The truth is that sponge is an animal. The dry material that we use as ‘sponge’ is a horny skeleton. When it is alive this fibrous skeleton of the animal has tiny cells plastered all over its surface in such a way that it forms a porous mass. The mouths and tiny pores on the outside lead into a network of tubes large and small. The cells that are set around the pores and mouths have little finger-like processes which all move together. A stream of water flows in at the pores and out again at the mouths. In this way food and gasses in the water are made to circulate in all the cells.

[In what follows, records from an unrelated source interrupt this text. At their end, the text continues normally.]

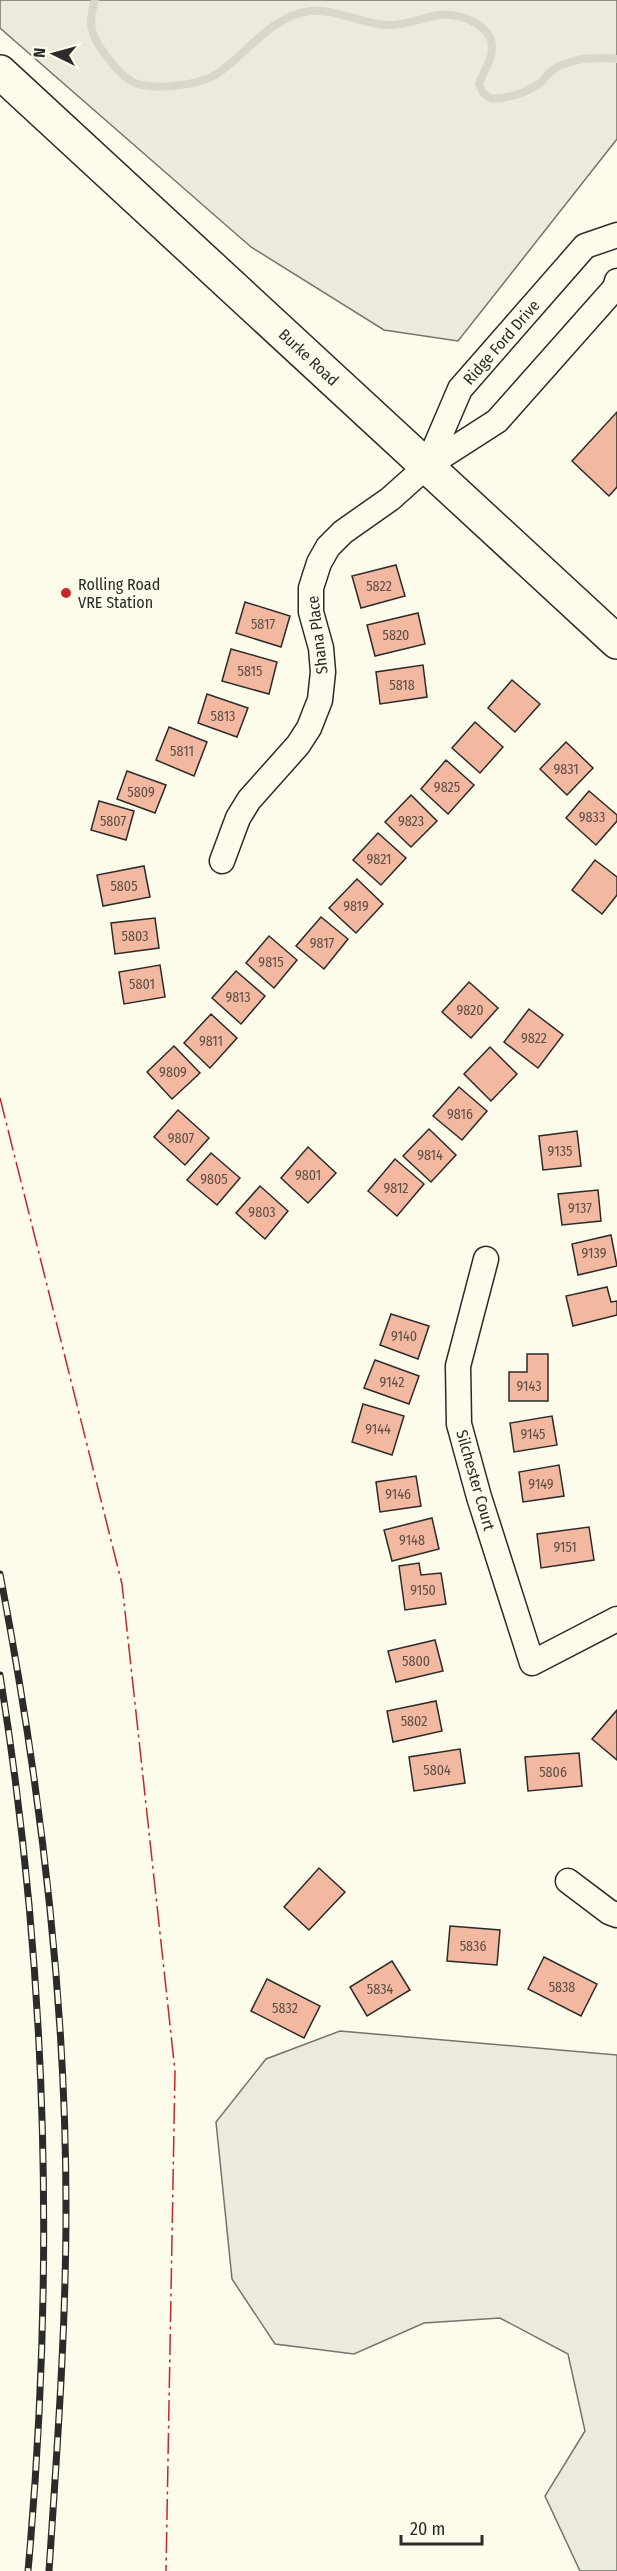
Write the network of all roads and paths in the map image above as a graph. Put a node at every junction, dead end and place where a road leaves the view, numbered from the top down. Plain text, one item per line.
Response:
1 (0, 72) edge
2 (617, 235) edge
3 (617, 281) edge
4 (427, 466) junction
5 (617, 642) edge
6 (222, 861) dead end
7 (486, 1259) dead end
8 (617, 1619) edge
9 (568, 1881) dead end
10 (617, 1915) edge

1 - 4 street, Burke Road
2 - 4 street, Ridge Ford Drive
3 - 4 street
4 - 5 street, Burke Road
4 - 6 street, Shana Place
7 - 8 street, Silchester Court
9 - 10 street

Some sponges reproduce their kind by growing buds on the parent animal. Among other species there are males and females, and the female sponges produce eggs that develop into single cells. At first these go swimming through the water but afterward they take root and form elaborate compound structures as described. There are sponges of all shapes, sizes and colors. Some are the size of pinhead, some as tall as a man; some are fan-like, some tree-like, some cup-like, and some basket-like; some are built on a horny framework; some are made of lime; some have glassy frame. Some are snow-white, some grass-green, some sky-blue, some red and some yellow. There are in fact many thousands of species of sponges!